Сидела я как-то в лесу на скамеечке. Солнце. Снег. Морозно. Идут мои старухи. Видимо, устали. А скамейка одна. Заклинаю про себя: ну, садитесь, садитесь. Подошли. Поздоровались — обстоятельно, не торопясь. Сели. Разговорились: кто, откуда, какая погода... Вторая старуха, разговорчивая (у нас в спектакле такую играла Галина Николаевна Власова), выложила мне всю свою жизнь: откуда она, кто дети, где кто живет, муж был пьяницей, сейчас она живет у снохи и т.д. Милентьевна (так я сразу же прозвала другую) сидит тихо и только трет палкой о снег... Болтливая говорит: «Смотри, палка о снег, как о пшенную кашу» . А Милентьевна моя вдруг: «А это я крысу чищу». Это была ее первая фраза. Я спрашиваю: «Какую крысу?» Она: «Да вот попала в сарае в капкан крыса, а я палкой-то и вытащила. Теперь целый день эту палку-то и чищу». Я говорю: «Как крысу? Живую крысу?» Она говорит: «Какое живую! Она там сунула морду за едой, а капкан-то сильный. Ну вот и все насмерть». Я говорю: «Жалко крысу-то!» Первый раз она на меня взглянула: «Кого жалко? Крысу?» Я говорю: «Ну так, грех, наверное. Ведь сказано «не убий». Если не убий, значит, никого не убий. И животных тоже не убий».

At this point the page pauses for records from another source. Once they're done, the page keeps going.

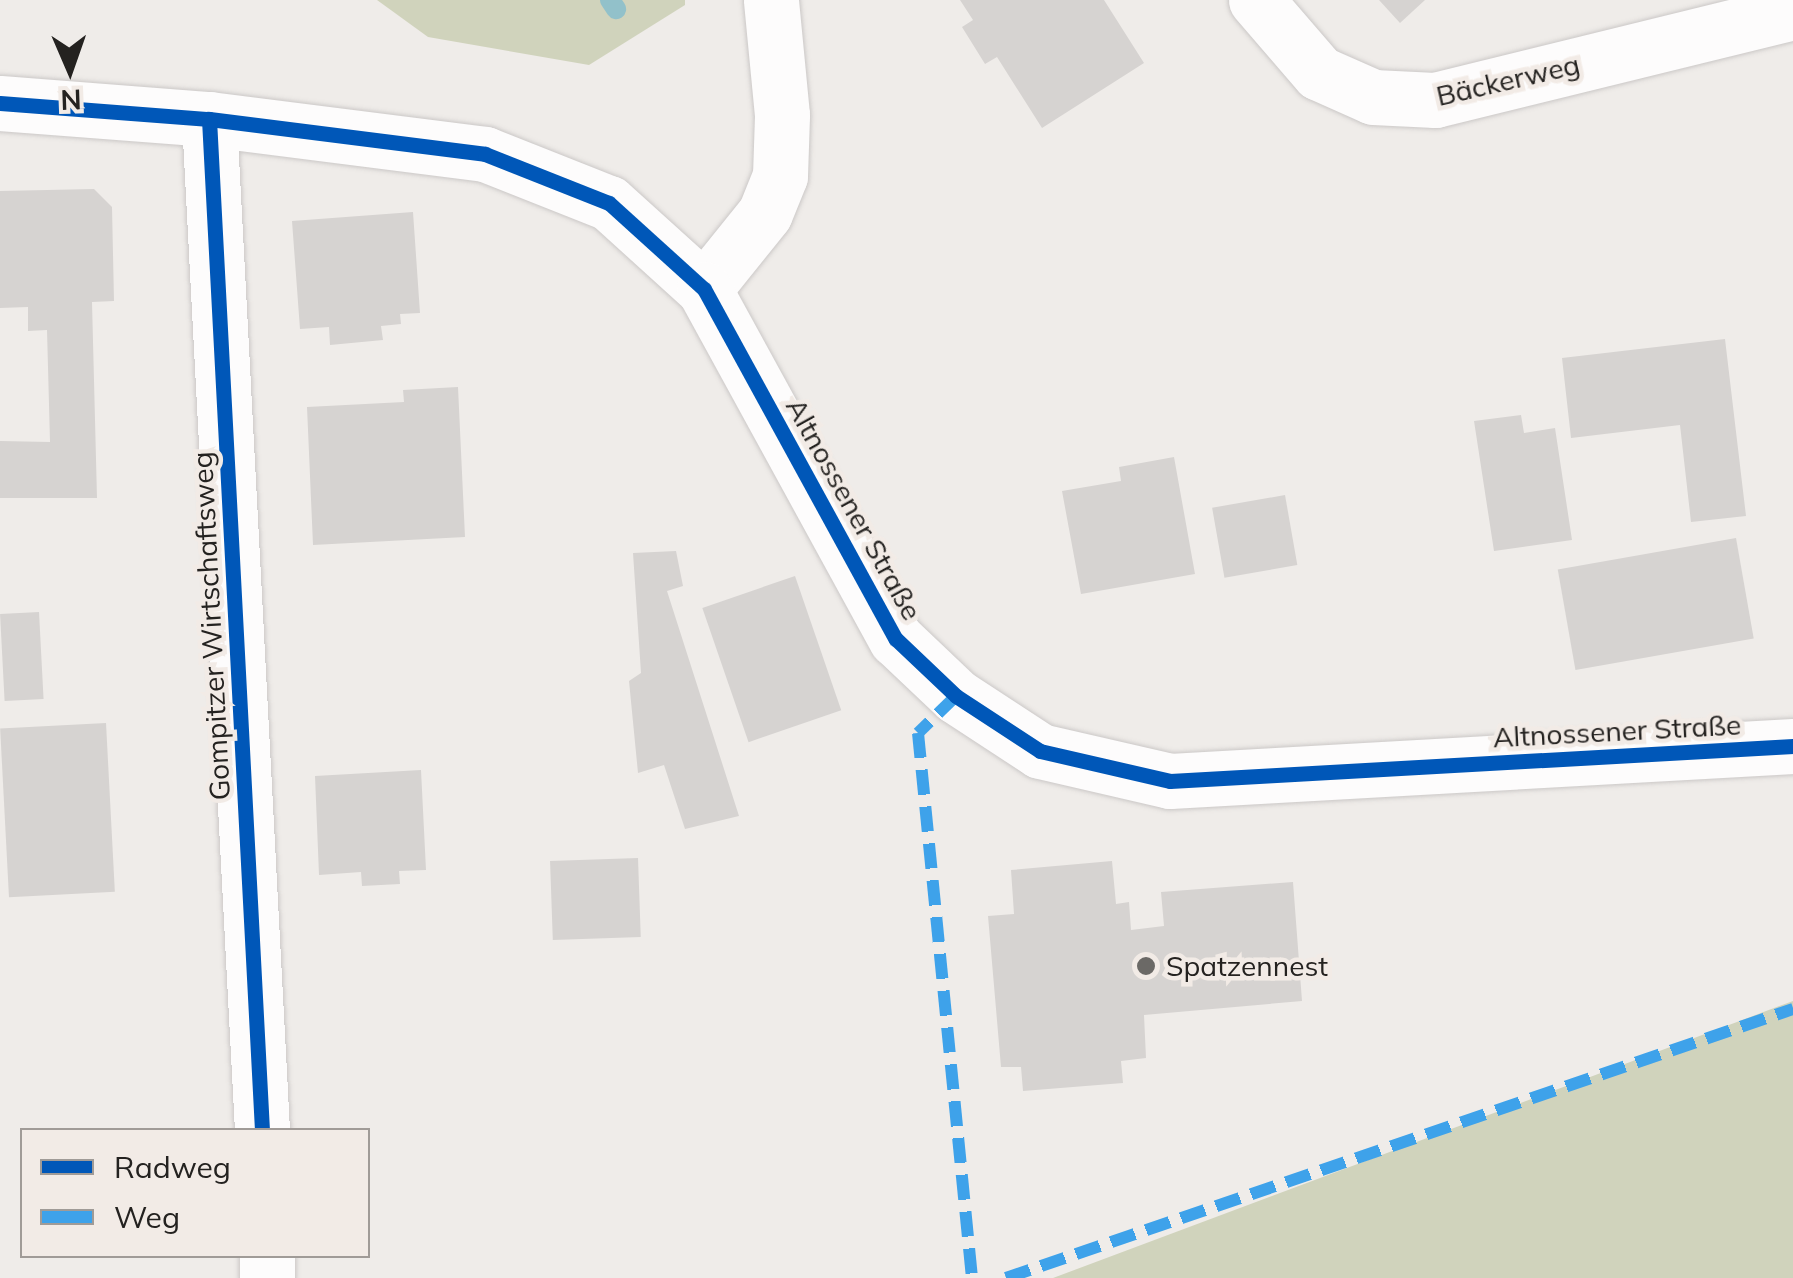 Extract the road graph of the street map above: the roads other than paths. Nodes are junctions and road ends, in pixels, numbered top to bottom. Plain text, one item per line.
1 (771, 0) edge
2 (1256, 0) edge
3 (1793, 12) edge
4 (0, 103) edge
5 (209, 119) junction
6 (704, 289) junction
7 (1793, 746) edge
8 (262, 1128) edge

1 - 6 street
2 - 3 street, Bäckerweg
4 - 5 street, Altnossener Straße
5 - 6 street, Altnossener Straße
5 - 8 street, Gompitzer Wirtschaftsweg
6 - 7 street, Altnossener Straße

Вторая тут же рассказала какую-то свою длинную историю, которая увела нас куда-то на Полтавщину в совершенно другое время и была о другом. Помолчали. А Милентьевна, как будто этой полтавской истории не было, продолжила свое: «Ну, ведь и людей убивают. Вот у нас был старик, странный был старик... Все говорили, что он ясновидящий — не знаю, я это ни разу за ним не замечала. Ну, кормили его, по домам он ходил. Как-то к нам пришел, а у него по всему телу вот такие вши». Она показала полпальца (кстати, руки у нее вроде бы городские, давно не работавшие физически, высохшие. Узкая ладонь, длинные пальцы — то, чего я стеснялась в своих руках в этой роли и все время прятала руки под фартук). «Вот такие, — говорит, — вши. А мы говорим: «Что же так, дед?» А он говорит:
«Грех убивать-то». И все. И опять замолчала.
Еще я заметила, что моя переделкинская «Милентьевна» и слушала и не слушала. У нее была какая-то своя мысль. Она только тогда смотрела на нас, когда был какой-то вопрос или когда что-то ее удивляло. Но и это очень мельком, а потом опять — вся в себя.

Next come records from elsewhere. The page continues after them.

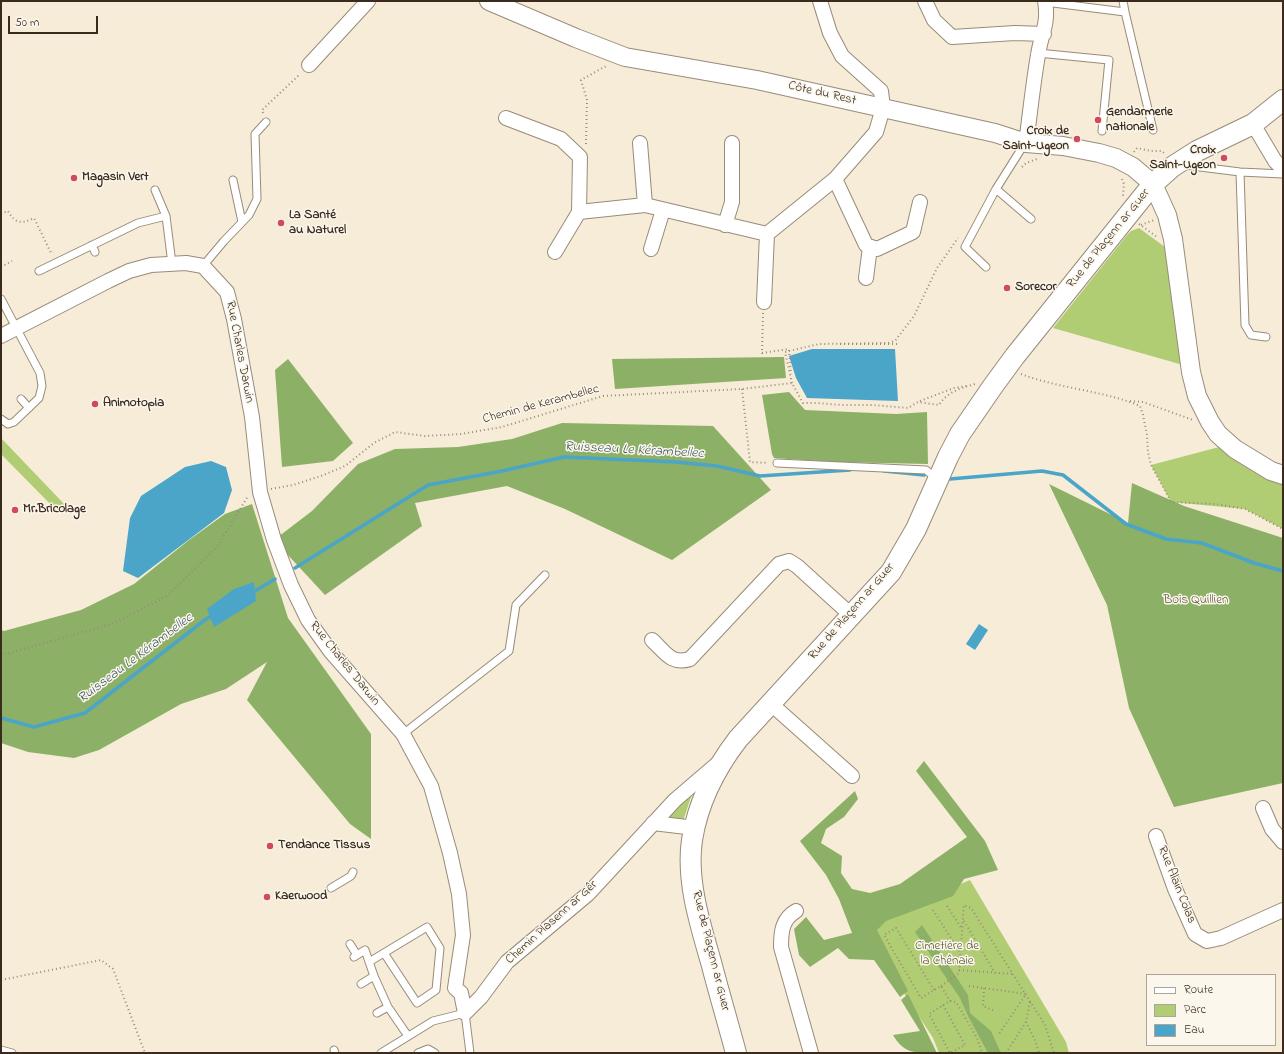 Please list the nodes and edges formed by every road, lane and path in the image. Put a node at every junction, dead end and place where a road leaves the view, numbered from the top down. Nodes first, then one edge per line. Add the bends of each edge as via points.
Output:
1 (368, 1) edge
2 (489, 1) edge
3 (820, 1) edge
4 (925, 1) edge
5 (1123, 1) edge
6 (1045, 2) edge
7 (1125, 12) junction
8 (1044, 34) junction
9 (1038, 53) junction
10 (622, 56) junction
11 (309, 65) joint
12 (1283, 100) edge
13 (883, 108) junction
14 (506, 118) dead end
15 (266, 122) joint
16 (1253, 124) junction
17 (1153, 130) dead end
18 (1102, 131) dead end
19 (640, 143) dead end
20 (732, 143) dead end
21 (1026, 143) junction
22 (1040, 156) dead end
23 (580, 157) junction
24 (1177, 164) junction
25 (1010, 167) junction
26 (1283, 169) edge
27 (1240, 172) junction
28 (1283, 174) edge
29 (835, 179) junction
30 (233, 180) dead end
31 (1153, 184) junction
32 (996, 189) junction
33 (155, 190) dead end
34 (920, 202) dead end
35 (645, 205) junction
36 (663, 210) junction
37 (579, 212) junction
38 (1, 214) edge
39 (166, 216) junction
40 (1031, 219) dead end
41 (242, 222) junction
42 (725, 225) junction
43 (767, 234) junction
44 (958, 237) dead end
45 (92, 245) junction
46 (870, 247) junction
47 (651, 250) dead end
48 (53, 252) dead end
49 (95, 252) dead end
50 (555, 252) dead end
51 (12, 261) dead end
52 (172, 264) junction
53 (203, 266) junction
54 (1, 267) edge
55 (986, 267) dead end
56 (39, 271) dead end
57 (866, 278) dead end
58 (1, 299) edge
59 (764, 302) joint
60 (16, 328) junction
61 (1, 336) edge
62 (1266, 337) dead end
63 (898, 344) dead end
64 (789, 349) junction
65 (1020, 374) dead end
66 (792, 383) junction
67 (983, 385) junction
68 (742, 389) junction
69 (21, 399) dead end
70 (1127, 401) junction
71 (918, 402) junction
72 (29, 408) junction
73 (1, 419) edge
74 (1210, 422) junction
75 (777, 463) joint
76 (1283, 475) edge
77 (938, 480) junction
78 (260, 492) junction
79 (1283, 529) edge
80 (545, 575) dead end
81 (851, 615) junction
82 (652, 640) dead end
83 (1, 652) edge
84 (770, 703) junction
85 (403, 734) junction
86 (722, 760) junction
87 (852, 776) dead end
88 (1263, 808) dead end
89 (653, 823) junction
90 (694, 828) junction
91 (1156, 836) dead end
92 (1283, 842) edge
93 (353, 872) dead end
94 (331, 888) dead end
95 (947, 906) dead end
96 (796, 910) dead end
97 (933, 910) dead end
98 (1283, 910) edge
99 (963, 920) junction
100 (962, 930) junction
101 (350, 944) dead end
102 (384, 953) junction
103 (961, 953) junction
104 (369, 962) junction
105 (959, 970) junction
106 (995, 973) junction
107 (1013, 974) junction
108 (374, 976) junction
109 (1, 980) edge
110 (360, 984) dead end
111 (941, 986) junction
112 (969, 986) dead end
113 (984, 988) junction
114 (934, 990) junction
115 (1026, 994) junction
116 (950, 1000) junction
117 (1030, 1001) junction
118 (943, 1005) junction
119 (388, 1007) junction
120 (995, 1011) dead end
121 (377, 1013) dead end
122 (465, 1013) junction
123 (1026, 1022) junction
124 (999, 1034) dead end
125 (408, 1036) junction
126 (1, 1050) edge
127 (12, 1053) edge
128 (145, 1053) edge
129 (381, 1053) edge
130 (418, 1053) edge
131 (435, 1053) edge
132 (470, 1053) edge
133 (736, 1053) edge
134 (811, 1053) edge
135 (982, 1053) edge
136 (1006, 1053) edge
137 (1039, 1053) edge
138 (1054, 1053) edge

1 - 11 street
2 - 10 street, Côte du Rest
3 - 13 street via 830,33 842,56 881,91
4 - 8 street via 934,20 952,37
5 - 7 lane
6 - 7 lane
6 - 8 street via 1047,16
7 - 17 lane
8 - 9 street
9 - 18 lane via 1109,60
9 - 21 street
10 - 13 street, Côte du Rest via 757,80
10 - 23 path via 581,80 587,100 586,151
11 - 15 path via 262,110
12 - 16 main road, Rue de Plaçenn ar Guer
13 - 21 street, Côte du Rest via 995,132
13 - 29 street via 876,132
14 - 23 street via 561,139
15 - 41 lane via 255,134 257,199 249,215
16 - 24 main road, Rue de Plaçenn ar Guer via 1197,151
16 - 26 street via 1275,161
19 - 35 street
20 - 42 street via 732,202
21 - 25 lane
21 - 31 street, Côte du Rest via 1063,146 1116,158 1133,167
22 - 25 path via 1016,171
23 - 37 street
24 - 27 lane
24 - 31 main road, Rue de Plaçenn ar Guer
25 - 32 lane
27 - 28 lane
27 - 62 lane via 1245,325 1251,335
29 - 43 street
29 - 46 street via 866,245
30 - 41 lane
31 - 67 main road, Rue de Plaçenn ar Guer via 1015,356
31 - 74 street via 1167,215 1173,239 1191,372 1197,396
32 - 40 lane
32 - 55 lane via 965,248
33 - 39 lane
34 - 46 street via 913,232 877,249
35 - 36 street
35 - 37 street
36 - 42 street
36 - 47 street
37 - 50 street
38 - 48 path via 8,211 12,218 25,222 34,218 51,253
39 - 45 lane via 138,223
39 - 52 lane
41 - 53 lane
42 - 43 street
43 - 59 street
44 - 66 path via 937,268 914,316 895,341 819,344 785,352
45 - 49 lane
45 - 56 lane
46 - 57 street
51 - 54 path
52 - 53 street
52 - 60 street via 151,265 129,271
53 - 78 street, Rue Charles Darwin via 227,292 231,305 252,417
58 - 60 lane
59 - 64 path via 762,353
60 - 61 street
60 - 72 lane via 42,379 39,398
63 - 64 path via 816,344
64 - 66 path
65 - 70 path via 1035,380
66 - 68 path, Chemin de Kerambellec
66 - 71 path via 803,403 908,408
67 - 71 path via 954,388
67 - 71 path via 949,394 939,405
67 - 77 main road, Rue de Plaçenn ar Guer
68 - 75 path via 750,462
68 - 78 path, Chemin de Kerambellec via 603,396 502,427 461,434 425,436 395,432 374,443 345,466 321,476
69 - 72 lane
70 - 74 path via 1143,402 1195,421
70 - 79 path via 1140,406 1144,415 1151,465 1171,502 1215,504 1245,509
72 - 73 lane via 14,422 8,424
74 - 76 street via 1218,434 1235,450
75 - 77 lane via 926,470
77 - 81 main road, Rue de Plaçenn ar Guer via 916,529 891,572
78 - 83 path, Chemin de Kerambellec via 249,496 217,547 167,596 112,624 6,654
78 - 85 street, Rue Charles Darwin via 290,585 308,620 331,652
80 - 85 lane via 516,605 509,651
81 - 82 street via 789,561 779,564 690,659 672,659
81 - 84 main road, Rue de Plaçenn ar Guer
84 - 86 main road, Rue de Plaçenn ar Guer
84 - 87 street
85 - 122 street, Rue Charles Darwin via 431,786 450,853 459,894 463,935 455,988 460,993
86 - 89 street, Chemin Plasenn ar Gêr via 675,800
86 - 90 main road, Rue de Plaçenn ar Guer via 702,800
88 - 92 street via 1272,829
89 - 90 street
89 - 122 street, Chemin Plasenn ar Gêr via 588,894 507,962 481,997
90 - 133 main road, Rue de Plaçenn ar Guer via 693,888
91 - 98 street, Rue Alain Colas via 1195,934 1207,941 1222,938
93 - 94 lane via 351,876
95 - 100 path
96 - 134 street via 785,921 781,947
97 - 103 path
99 - 100 path
99 - 106 path
99 - 107 path via 964,905 971,908
100 - 103 path
101 - 104 lane via 355,956 365,950
102 - 102 lane via 427,927 440,948 436,990 417,1003
102 - 104 lane
103 - 105 path
104 - 108 lane
105 - 106 path
105 - 111 path via 959,973
106 - 107 path
107 - 115 path
108 - 110 lane
108 - 119 lane
109 - 128 path via 101,960 114,969
111 - 114 path
111 - 116 path
112 - 113 path
113 - 115 path
113 - 120 path via 983,1006
114 - 114 path via 921,998 884,935 896,928
115 - 117 path
115 - 124 path
116 - 118 path
116 - 135 path via 956,1002 977,1038
117 - 123 path
117 - 138 path via 1045,1024
118 - 118 path via 965,1045 950,1053 929,1014
119 - 121 lane
119 - 125 lane
122 - 125 lane via 433,1021
122 - 132 lane
123 - 136 path
123 - 137 path
125 - 129 lane
126 - 127 lane
130 - 131 lane via 428,1049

А я в своей Милентьевне на репетициях все время вертелась: кто говорит, на того и смотрю, головой киваю...
...Перед спектаклем «Деревянные кони», пока зрители рассаживались по местам, я сидела за кулисами в костюме моей Милентьевны и вспоминала Переделкино и двух старух, бредущих по дорожке. У одной за спину закинута рука открытой ладонью наружу. Вспоминала мою владимирскую бабушку, как она молилась перед закатом, вспоминала добрые поступки людей, вспоминала свое одинокое детство. Успокаивалась. Шла на сцену.